Aquiles alzó el cuchillo ensangrentado, sujetándolo por la punta.

—¿Es tuyo?

—A menos que usted quiera limpiarlo.

Aquiles se lo tendió. Suriyawong sacó su bayeta y limpió la hoja, y luego empezó a pulirla.

—Querías que muriera —dijo Aquiles tranquilamente.

—Esperaba que resolviera sus propios problemas sin que muriera ninguno de mis hombres —dijo Suriyawong—. Y ya que lo ha conseguido, creo que mi decisión ha resultado ser, si no el mejor rumbo de acción, al menos un rumbo válido.

—Nunca creí que me fueran a rescatar los tailandeses —dijo Aquiles—. Que me matarían sí, pero que me salvarían no.

—Se salvó usted solo —dijo Suriyawong fríamente—. Nadie de aquí lo salvó. Abrimos una puerta para usted y le presté mi cuchillo. Supuse que tal vez no tendría uno, y que el préstamo del mío aceleraría su victoria para que no tuviéramos que retrasar nuestro vuelo de regreso.

—Eres un chico extraño.

—No me hicieron un test de normalidad cuando me confiaron esta misión. Pero no tengo ninguna duda de que suspendería un examen semejante.

Aquiles se echó a reír. Suriyawong se permitió una ligera sonrisa.

Trató de no imaginar qué pensamientos podían estar ocultando los inescrutables rostros de sus soldados. Sus familias también habían quedado atrapadas por la conquista china de Tailandia. También ellos tenían motivos para odiar a Aquiles, y tenía que mortificarlos ver cómo Suriyawong le hacía la pelota.

Por una buena causa, hombres: estoy salvando nuestras vidas lo mejor que puedo haciendo que Aquiles no nos considere sus rescatadores, asegurándome de que cree que ninguno de nosotros lo vio indefenso ni llegó a considerar que estaba indefenso.

—¿Bien? —dijo Aquiles—. ¿No tienes ninguna pregunta?

—Sí —contestó Suriyawong—. ¿Ha desayunado ya o tiene hambre?

—Yo nunca desayuno.

—Matar gente me da hambre —dijo Suriyawong—. Pensé que tal vez querría algún tipo de tentempié.

Ahora vio que un par de hombres lo miraban, sin apenas mover los ojos, pero fue suficiente para que Suriyawong supiera que sabían que reaccionaban a sus palabras. ¿Matar le da hambre? Absurdo. Ahora debían de saber que le estaba mintiendo a Aquiles. Para Suriyawong era importante que sus hombres supieran que estaba mintiendo sin tener que decírselo. De lo contrario, perdería su confianza. Podrían creer que de verdad se había entregado al servicio de este monstruo.

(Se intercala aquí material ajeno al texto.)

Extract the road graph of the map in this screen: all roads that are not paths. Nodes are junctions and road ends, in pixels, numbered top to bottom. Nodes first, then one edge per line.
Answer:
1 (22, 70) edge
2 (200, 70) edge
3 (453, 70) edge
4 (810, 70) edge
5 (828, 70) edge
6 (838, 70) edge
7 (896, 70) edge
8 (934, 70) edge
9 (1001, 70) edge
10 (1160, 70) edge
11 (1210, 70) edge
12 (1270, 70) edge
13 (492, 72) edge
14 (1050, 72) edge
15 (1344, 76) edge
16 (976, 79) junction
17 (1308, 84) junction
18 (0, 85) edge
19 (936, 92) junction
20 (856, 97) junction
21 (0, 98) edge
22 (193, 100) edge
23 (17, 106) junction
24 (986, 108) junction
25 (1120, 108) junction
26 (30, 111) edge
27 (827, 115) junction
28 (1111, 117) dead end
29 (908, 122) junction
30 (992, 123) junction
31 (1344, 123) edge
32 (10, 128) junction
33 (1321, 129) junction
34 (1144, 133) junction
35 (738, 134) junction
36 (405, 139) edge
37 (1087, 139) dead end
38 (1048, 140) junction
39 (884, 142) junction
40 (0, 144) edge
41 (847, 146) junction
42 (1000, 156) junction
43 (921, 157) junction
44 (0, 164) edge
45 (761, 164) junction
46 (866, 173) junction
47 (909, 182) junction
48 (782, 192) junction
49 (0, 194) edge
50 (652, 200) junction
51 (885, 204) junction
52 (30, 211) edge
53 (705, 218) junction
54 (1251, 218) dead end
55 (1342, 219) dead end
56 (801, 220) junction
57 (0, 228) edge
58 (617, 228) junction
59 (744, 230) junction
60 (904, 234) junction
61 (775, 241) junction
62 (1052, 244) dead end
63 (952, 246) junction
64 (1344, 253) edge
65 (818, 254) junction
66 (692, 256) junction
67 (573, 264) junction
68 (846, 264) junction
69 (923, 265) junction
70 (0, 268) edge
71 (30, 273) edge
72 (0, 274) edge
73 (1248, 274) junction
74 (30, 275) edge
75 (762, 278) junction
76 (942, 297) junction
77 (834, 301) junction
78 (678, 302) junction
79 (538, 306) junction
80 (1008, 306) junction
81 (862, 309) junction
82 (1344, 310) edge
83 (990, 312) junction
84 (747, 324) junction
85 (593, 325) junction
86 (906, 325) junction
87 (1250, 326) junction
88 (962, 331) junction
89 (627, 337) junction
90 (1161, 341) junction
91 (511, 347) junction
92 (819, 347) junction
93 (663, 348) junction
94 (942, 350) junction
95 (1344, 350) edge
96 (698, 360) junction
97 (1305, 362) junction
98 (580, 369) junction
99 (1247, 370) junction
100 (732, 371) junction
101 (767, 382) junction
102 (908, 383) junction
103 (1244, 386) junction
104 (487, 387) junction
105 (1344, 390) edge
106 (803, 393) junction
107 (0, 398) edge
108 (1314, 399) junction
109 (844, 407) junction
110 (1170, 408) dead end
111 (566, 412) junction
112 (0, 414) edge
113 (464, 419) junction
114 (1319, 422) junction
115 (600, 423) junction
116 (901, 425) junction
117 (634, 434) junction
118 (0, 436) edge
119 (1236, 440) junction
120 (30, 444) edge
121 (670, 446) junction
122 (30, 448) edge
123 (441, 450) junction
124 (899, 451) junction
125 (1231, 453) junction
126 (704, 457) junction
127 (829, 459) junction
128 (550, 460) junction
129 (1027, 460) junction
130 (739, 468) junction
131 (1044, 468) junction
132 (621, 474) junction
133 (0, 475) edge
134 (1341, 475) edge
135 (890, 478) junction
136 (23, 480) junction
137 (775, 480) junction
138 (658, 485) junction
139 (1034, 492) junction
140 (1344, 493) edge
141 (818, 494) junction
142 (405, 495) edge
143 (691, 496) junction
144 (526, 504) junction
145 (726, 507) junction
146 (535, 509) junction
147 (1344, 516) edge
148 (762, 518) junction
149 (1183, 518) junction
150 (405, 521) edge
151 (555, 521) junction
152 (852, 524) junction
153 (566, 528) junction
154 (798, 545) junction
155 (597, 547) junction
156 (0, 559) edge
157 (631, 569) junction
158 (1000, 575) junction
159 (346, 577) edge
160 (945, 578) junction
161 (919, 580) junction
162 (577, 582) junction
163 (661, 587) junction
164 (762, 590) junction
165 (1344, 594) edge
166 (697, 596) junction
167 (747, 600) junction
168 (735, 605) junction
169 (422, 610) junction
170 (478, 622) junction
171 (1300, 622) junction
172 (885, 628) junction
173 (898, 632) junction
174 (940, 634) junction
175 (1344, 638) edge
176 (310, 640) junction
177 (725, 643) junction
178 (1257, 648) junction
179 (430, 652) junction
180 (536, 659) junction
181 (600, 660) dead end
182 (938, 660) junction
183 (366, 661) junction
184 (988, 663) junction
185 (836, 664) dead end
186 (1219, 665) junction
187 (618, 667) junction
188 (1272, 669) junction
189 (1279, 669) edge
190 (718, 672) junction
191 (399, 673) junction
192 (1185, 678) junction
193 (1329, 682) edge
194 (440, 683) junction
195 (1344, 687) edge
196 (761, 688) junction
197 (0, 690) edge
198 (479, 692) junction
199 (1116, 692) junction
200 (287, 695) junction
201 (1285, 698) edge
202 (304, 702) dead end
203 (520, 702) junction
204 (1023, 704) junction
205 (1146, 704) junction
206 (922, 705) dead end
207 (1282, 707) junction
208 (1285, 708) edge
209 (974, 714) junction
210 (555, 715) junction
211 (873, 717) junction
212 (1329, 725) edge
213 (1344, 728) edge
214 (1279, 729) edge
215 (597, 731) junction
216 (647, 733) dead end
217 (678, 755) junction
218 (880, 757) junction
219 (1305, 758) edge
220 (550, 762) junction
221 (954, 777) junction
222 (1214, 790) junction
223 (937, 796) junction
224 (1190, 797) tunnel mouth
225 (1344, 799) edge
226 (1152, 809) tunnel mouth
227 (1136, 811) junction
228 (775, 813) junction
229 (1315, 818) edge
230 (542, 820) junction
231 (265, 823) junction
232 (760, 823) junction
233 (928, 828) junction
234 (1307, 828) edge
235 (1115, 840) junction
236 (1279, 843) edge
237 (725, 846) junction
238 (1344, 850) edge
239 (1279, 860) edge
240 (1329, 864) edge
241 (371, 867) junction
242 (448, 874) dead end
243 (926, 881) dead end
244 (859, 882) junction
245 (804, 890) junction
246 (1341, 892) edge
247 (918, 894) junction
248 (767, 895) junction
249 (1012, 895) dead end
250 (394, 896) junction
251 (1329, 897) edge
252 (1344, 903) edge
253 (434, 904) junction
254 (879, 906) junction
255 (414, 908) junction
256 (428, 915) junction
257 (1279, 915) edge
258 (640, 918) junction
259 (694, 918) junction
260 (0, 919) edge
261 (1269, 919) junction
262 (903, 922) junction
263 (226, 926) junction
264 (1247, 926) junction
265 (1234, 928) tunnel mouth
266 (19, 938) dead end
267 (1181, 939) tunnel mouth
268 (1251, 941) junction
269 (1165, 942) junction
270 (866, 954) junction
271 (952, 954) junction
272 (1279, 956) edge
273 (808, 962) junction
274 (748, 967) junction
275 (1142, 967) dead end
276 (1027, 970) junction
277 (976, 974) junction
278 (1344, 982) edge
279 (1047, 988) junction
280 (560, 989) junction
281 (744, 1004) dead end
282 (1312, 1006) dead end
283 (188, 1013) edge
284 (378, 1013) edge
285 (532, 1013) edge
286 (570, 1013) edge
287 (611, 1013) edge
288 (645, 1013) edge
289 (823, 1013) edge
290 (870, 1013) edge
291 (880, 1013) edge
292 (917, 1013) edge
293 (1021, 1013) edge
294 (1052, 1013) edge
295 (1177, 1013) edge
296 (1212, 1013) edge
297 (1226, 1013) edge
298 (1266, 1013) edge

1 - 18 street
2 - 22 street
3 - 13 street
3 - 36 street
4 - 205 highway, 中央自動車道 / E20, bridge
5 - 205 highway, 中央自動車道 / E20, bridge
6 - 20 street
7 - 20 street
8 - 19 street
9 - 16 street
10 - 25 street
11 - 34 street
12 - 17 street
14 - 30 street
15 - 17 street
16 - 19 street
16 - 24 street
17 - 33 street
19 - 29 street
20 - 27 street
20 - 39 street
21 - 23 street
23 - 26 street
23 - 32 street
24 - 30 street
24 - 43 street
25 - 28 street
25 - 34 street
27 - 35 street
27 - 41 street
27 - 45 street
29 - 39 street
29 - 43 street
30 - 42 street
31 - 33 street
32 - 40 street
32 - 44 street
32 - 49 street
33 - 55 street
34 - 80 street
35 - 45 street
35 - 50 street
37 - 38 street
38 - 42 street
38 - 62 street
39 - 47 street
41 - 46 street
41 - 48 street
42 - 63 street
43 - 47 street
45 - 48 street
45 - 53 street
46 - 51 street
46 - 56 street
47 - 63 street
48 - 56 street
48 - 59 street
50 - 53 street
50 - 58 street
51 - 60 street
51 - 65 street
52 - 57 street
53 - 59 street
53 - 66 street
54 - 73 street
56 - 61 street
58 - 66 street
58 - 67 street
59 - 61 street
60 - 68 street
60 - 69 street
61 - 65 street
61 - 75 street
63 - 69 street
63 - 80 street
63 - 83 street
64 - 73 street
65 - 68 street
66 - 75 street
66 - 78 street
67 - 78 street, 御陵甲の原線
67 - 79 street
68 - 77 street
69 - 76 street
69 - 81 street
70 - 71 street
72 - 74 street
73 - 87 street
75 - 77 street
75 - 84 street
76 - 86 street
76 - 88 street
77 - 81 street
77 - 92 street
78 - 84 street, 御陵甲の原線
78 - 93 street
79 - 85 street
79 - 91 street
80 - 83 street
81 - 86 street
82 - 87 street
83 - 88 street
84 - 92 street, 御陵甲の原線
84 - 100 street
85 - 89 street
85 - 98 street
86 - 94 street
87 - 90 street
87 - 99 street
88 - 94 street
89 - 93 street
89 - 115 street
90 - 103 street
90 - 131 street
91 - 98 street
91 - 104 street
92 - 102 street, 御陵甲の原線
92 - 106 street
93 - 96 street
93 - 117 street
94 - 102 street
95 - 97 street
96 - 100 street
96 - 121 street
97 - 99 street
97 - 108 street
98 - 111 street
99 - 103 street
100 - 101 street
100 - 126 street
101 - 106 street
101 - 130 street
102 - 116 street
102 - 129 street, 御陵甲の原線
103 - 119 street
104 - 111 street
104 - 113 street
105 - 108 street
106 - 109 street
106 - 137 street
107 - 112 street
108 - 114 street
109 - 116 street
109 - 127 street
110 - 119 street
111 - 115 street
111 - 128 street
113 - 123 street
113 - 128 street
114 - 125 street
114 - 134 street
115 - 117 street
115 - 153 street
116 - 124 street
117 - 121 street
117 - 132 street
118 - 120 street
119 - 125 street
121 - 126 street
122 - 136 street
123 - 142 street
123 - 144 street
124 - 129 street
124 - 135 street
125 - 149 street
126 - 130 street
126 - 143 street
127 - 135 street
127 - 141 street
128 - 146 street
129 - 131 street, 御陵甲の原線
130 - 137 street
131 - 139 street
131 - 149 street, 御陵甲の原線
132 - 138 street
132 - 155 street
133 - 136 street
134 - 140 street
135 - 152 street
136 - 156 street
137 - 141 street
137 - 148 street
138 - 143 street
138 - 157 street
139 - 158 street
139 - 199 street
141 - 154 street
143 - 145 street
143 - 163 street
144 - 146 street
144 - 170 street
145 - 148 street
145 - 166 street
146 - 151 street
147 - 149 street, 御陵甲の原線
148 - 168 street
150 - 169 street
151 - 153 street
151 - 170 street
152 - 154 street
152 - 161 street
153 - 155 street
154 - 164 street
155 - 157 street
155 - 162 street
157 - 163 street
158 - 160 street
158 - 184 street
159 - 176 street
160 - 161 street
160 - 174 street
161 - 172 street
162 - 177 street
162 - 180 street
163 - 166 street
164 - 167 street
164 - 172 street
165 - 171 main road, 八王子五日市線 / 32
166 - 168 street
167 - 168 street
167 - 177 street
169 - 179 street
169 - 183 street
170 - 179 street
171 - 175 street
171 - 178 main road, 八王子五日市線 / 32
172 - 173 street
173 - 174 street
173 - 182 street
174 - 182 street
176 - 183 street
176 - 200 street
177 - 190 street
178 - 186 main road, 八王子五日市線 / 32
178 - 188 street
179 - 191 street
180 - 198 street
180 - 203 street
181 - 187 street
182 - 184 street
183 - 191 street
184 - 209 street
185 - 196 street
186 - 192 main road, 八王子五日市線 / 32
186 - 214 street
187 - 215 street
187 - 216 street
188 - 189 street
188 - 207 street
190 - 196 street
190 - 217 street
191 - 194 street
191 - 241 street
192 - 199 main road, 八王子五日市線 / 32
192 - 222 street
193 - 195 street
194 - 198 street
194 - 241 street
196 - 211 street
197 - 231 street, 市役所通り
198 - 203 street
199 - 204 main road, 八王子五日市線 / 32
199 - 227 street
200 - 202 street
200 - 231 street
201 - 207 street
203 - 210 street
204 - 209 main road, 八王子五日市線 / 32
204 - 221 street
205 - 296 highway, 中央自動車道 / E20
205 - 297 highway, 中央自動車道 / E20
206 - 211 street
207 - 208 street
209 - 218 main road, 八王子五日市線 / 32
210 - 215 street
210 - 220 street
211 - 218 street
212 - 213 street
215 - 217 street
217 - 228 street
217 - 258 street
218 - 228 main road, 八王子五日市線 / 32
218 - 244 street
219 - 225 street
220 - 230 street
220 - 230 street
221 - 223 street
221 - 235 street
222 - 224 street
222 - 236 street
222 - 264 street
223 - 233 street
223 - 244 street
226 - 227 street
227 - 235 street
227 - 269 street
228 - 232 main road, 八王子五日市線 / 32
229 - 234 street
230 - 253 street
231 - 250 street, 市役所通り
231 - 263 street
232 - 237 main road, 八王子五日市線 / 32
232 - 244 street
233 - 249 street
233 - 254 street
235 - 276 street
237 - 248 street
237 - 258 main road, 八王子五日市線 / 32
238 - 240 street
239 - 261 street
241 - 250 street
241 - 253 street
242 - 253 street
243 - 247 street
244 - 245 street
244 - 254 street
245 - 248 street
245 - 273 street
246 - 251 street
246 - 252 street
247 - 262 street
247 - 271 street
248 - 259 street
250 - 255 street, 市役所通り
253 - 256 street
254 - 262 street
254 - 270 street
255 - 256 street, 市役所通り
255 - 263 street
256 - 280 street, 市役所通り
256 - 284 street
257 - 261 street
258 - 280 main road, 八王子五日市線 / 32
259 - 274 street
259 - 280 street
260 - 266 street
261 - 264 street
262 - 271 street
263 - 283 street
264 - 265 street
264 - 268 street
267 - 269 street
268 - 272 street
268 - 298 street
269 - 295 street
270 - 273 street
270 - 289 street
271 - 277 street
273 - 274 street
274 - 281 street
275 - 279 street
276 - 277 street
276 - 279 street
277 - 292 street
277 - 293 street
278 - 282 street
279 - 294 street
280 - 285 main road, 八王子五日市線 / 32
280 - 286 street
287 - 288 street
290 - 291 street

Aquiles comió, después de un rato. Luego se durmió.

Suriyawong no se fió de su sueño. Sin duda que Aquiles había dominado el arte de parecer dormido para así poder oír conversaciones ajenas. Así que Suriyawong no habló más de lo necesario para recibir los informes de sus hombres y obtener los datos completos del personal del convoy que habían eliminado.

Sólo cuando Aquiles se bajó del helicóptero para orinar en el aeródromo de Guam Suriyawong se arriesgó a enviar un rápido mensaje a Ribeirao Preto. Había una persona que tenía que saber que Aquiles iba a instalarse con el Hegemón: Virlomi, la chica india de la Escuela de Batalla que había escapado de Aquiles en Hyderabad y se había convertido en la diosa que vigilaba un puente al este de la India hasta que Suriyawong la rescató. Si estaba en Ribeirao Preto cuando Aquiles llegara allí, su vida correría peligro.

Y eso era muy triste para Suriyawong, porque significaría que no vería a Virlomi en mucho tiempo, y recientemente había decidido que la amaba y que quería casarse con ella cuando ambos crecieran.